Crime Library: Criminal Minds and Methods

Arctic Explorer Mystery

An Arctic Obsession

Charles Hall was an unlikely explorer. He had more moxie than credentials.
Hall was born in Vermont in 1821 and grew up in Rochester, N.H. He worked as a blacksmith as a young man, but that ancient occupation was an uncomfortable fit for Hall, who always had an eye toward science, invention and discovery.

He moved to Cincinnati, on America's western frontier, in 1849 and went into the printing business. He owned and edited two Cincinnati newspapers, the Occasional and the Daily Press, during the 1850s. He got married and fathered a daughter.

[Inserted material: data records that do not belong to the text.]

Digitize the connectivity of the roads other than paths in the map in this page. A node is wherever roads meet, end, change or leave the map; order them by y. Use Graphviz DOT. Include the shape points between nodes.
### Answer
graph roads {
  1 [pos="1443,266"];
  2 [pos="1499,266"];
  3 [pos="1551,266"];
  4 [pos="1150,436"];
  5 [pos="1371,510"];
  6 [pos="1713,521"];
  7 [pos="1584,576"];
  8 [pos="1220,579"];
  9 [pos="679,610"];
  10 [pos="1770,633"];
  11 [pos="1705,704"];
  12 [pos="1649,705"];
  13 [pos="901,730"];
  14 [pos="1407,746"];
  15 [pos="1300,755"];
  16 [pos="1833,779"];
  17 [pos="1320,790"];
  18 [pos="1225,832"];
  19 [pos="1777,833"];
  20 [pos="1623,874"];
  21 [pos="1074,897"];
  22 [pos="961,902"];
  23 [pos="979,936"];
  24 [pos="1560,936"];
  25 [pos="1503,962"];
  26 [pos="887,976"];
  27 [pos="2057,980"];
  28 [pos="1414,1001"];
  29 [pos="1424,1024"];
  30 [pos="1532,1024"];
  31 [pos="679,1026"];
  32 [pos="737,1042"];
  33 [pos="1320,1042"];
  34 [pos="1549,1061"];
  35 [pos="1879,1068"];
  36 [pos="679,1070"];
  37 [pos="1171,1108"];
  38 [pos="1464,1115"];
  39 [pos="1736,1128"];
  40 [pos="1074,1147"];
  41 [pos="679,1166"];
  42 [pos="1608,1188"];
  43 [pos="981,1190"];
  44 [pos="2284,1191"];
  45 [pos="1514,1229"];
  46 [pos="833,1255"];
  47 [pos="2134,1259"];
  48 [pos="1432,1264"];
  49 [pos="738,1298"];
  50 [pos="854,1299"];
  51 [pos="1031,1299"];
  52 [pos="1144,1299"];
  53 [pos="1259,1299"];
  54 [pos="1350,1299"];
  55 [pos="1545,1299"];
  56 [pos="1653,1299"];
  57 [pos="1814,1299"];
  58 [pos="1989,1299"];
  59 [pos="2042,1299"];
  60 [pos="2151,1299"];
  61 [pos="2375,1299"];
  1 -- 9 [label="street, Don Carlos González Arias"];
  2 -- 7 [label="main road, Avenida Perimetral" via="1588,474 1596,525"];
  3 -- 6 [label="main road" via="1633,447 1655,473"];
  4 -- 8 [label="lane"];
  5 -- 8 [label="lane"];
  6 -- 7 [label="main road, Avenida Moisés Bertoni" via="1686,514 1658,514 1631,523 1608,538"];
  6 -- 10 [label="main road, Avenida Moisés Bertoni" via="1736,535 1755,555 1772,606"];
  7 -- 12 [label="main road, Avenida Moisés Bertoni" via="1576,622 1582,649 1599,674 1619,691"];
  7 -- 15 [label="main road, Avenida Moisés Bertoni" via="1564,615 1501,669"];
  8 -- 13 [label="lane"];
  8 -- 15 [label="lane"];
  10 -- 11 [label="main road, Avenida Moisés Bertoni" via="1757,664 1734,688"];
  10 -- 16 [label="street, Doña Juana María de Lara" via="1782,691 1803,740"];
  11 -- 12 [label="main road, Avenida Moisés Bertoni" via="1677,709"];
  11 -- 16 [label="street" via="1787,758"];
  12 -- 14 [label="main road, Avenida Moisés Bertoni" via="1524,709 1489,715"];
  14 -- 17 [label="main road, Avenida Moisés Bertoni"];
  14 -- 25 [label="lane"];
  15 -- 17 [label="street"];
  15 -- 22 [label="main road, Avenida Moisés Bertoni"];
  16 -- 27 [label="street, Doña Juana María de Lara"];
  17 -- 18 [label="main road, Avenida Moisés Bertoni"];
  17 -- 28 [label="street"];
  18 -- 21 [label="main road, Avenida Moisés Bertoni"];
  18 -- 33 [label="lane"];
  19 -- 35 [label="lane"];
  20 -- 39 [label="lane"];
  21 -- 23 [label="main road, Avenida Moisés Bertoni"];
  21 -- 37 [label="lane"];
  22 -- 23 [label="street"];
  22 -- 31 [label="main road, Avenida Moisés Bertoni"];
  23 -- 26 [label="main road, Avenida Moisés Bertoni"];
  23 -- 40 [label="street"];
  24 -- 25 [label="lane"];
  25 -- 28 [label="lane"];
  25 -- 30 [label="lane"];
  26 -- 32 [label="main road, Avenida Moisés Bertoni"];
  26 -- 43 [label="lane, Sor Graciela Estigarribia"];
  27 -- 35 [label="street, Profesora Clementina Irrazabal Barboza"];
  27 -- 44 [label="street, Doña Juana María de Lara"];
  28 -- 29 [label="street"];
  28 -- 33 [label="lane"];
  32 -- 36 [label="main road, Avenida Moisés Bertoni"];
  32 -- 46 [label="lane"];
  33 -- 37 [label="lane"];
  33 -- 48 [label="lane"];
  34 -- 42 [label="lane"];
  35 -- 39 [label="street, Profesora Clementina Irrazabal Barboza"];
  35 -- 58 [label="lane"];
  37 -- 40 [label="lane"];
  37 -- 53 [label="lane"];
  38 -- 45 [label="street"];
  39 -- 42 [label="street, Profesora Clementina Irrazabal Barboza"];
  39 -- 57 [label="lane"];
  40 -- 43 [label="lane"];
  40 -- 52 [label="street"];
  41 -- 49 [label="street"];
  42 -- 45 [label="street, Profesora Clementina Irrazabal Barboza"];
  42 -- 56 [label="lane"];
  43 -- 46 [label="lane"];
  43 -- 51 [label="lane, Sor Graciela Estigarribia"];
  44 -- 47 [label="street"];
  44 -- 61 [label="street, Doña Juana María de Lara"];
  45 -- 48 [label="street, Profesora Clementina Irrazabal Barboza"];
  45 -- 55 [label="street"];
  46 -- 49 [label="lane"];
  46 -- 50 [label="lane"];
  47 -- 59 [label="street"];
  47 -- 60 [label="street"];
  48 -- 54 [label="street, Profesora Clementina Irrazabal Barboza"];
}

But Hall began to develop an obsession with the Arctic, apparently touched off in 1845 by the fateful attempt by the British navy to forge a northwest passage between the Atlantic and Pacific Oceans.

Captain John Franklin
Captain John Franklin
Capt. John Franklin's two ships, carrying 128 men, were last seen in July 1845. Beginning in 1847, a long series of rescue expeditions were sent after Franklin. Hall's newspapers frequently carried accounts of these efforts, which continued for more than a decade.

In the late 1850s, Hall decided to mount his own search party. It was a quixotic plan -- not least because by the time he departed there was ample evidence that Franklin and his men had all starved to death when their ships became terminally locked in ice at Victoria Strait, about halfway between the Atlantic and Pacific.

Henry Grinnell
Henry Grinnell
Hall would not be deterred. He sold his newspapers and abandoned his daughter and pregnant wife to become an explorer. He had no money, no equipment and no experience. But Charles Hall would prove to be a convincing salesman. He wheedled $1,000 out of investors, including Henry Grinnell, a whaling magnate who had founded the American Geographical Society. Hall bought and outfitted a small sailboat, then paid for a berth aboard a whaling bark out of New London, Conn. His "New Franklin Research Expedition," an exalted title for his one-man show, sailed in May 1860.

Charles F. Hall with Eskimos
Charles F. Hall with Eskimos
 

Four months later, a fierce storm wrecked his boat and drove him ashore in Greenland. Hall located an Eskimo colony, where he lived for three years. He went native -- learning to dress, hunt, fish and survive like the Eskimos.

Hall resurfaced in civilization in 1863, but he stayed just long enough to mount another expedition. Then he disappeared for another five years in the north. Returning from his second Arctic adventure, Hall found that he had become a minor celebrity with the 1865 publication of "Life With the Eskimeaux," his journal of his years with the Greenland natives. He also discovered that the great naval nations of the world were engaged in a spirited contest to reach the North Pole first.

Yukilitoo, Eskimo, Hannah
Yukilitoo, Eskimo, Hannah
Hall embarked on a lecture tour about his explorations. His primary message was that America, which had fallen behind ambitious English explorers, should have its flag planted at the top of the world.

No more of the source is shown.